MUCHACHA EN LA VENTANA




Accedí a ser su inspiración la tarde que me llevó de la mano a visitar el Teatro-Museo de Dalí, en Figueres. Debía de ser nuestra cuarta o quinta cita y yo sentía que flotaba cada vez que me miraba o rozaba mi piel con la punta de sus dedos.

Nos habíamos conocido en la playa, mientras ambos estirábamos las últimas horas de aquel verano. Él, guapísimo, asentado en una madurez fascinante. Yo, coqueta, empezando a saborear la adolescencia. A pesar de que hubiera podido ser mi padre, solo necesitó una hora de conversación para enamorarme. Me explicó que era pintor, de los de brocha fina y que, aunque no era famoso, había logrado vivir de su arte. No tardamos en intercambiar nuestros teléfonos; los dos queríamos volver a vernos. 

Rodeados de un romanticismo idílico, nuestros encuentros eran fascinantes. Paseábamos, charlábamos, bebíamos vino y, antes de acompañarme a casa, cubría mi boca de besos expertos. Con voz profunda me hablaba de los pintores cubistas, sus referentes. La pasión que sentía por Dalí era tan fuerte, que enseguida me propuso ir juntos a la ciudad que le vio nacer para recorrer sus calles y hacernos arrumacos en los bancos donde el gran artista solía sentarse. 

Fue allí, observando embelesada "Muchacha en la ventana" y escuchando arrobada sus explicaciones, cuando me sorprendió con la gran propuesta: "Sé mi musa". Halagada, accedí, por supuesto. 

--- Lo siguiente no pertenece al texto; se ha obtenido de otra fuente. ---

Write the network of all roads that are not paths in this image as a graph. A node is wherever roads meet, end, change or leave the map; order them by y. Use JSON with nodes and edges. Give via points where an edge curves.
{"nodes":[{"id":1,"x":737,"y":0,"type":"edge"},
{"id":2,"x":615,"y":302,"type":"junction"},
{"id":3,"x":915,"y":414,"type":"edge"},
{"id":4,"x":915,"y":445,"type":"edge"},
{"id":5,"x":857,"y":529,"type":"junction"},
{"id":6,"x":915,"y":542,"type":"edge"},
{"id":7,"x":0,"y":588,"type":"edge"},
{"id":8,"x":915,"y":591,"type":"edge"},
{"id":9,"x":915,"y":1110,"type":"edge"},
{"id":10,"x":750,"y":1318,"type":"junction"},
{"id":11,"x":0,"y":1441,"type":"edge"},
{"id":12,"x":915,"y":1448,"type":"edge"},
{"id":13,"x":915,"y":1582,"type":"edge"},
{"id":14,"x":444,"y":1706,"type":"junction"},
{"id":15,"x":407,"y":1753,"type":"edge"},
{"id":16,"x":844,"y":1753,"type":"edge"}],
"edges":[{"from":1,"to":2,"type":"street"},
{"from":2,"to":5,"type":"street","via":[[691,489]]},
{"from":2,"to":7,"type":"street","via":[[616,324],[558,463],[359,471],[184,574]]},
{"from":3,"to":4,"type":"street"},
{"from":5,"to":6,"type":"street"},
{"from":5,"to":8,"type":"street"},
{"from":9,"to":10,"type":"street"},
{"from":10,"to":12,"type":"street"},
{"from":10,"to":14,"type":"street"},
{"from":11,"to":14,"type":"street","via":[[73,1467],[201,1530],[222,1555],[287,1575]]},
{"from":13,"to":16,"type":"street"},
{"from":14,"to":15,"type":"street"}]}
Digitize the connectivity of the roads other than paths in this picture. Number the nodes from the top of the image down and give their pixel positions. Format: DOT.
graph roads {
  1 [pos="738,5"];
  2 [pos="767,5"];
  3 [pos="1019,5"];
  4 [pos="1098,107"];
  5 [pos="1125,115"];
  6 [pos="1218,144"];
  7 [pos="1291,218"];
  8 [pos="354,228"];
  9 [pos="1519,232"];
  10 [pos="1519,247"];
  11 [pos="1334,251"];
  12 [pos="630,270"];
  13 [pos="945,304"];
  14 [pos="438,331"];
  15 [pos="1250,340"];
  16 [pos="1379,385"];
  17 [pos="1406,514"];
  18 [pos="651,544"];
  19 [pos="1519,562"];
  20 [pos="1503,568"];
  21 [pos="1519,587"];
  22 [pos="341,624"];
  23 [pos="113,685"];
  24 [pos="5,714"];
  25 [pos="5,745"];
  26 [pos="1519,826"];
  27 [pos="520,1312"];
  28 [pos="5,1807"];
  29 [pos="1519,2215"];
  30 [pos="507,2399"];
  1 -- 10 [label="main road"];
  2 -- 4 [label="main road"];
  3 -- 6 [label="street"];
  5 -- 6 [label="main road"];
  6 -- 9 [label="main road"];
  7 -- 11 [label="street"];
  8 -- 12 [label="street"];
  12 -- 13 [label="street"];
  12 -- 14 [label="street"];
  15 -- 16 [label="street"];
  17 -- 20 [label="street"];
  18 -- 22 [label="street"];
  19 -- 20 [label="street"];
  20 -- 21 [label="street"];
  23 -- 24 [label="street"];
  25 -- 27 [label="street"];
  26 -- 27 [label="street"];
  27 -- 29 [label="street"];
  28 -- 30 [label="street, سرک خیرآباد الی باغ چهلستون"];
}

La tarde que utilizó mi cuerpo para desahogarse, como artista y como hombre, un sol espléndido se reflejaba en las olas del idílico paisaje que tenía delante. Rompían en la playa relajadas, ajenas a la tormenta que se iba a desatar en unos instantes en el interior de aquella habitación de hotel.

-¿Dónde están los lienzos y las pinturas? -le pregunté con una sonrisa ingenua. 

-Primero tengo que dibujarte aquí -dijo señalándose la sien-. ¡Quítate la ropa y date la vuelta!

No sabría explicar con exactitud en qué momento me di cuenta de que no iba a pintarme. Lo que sí permanece indeleble es el dolor que sentí cuando atravesó mi último resquicio de niñez, junto a la imagen del cuadro con el que me prometió que, como ella, yo también sería eterna.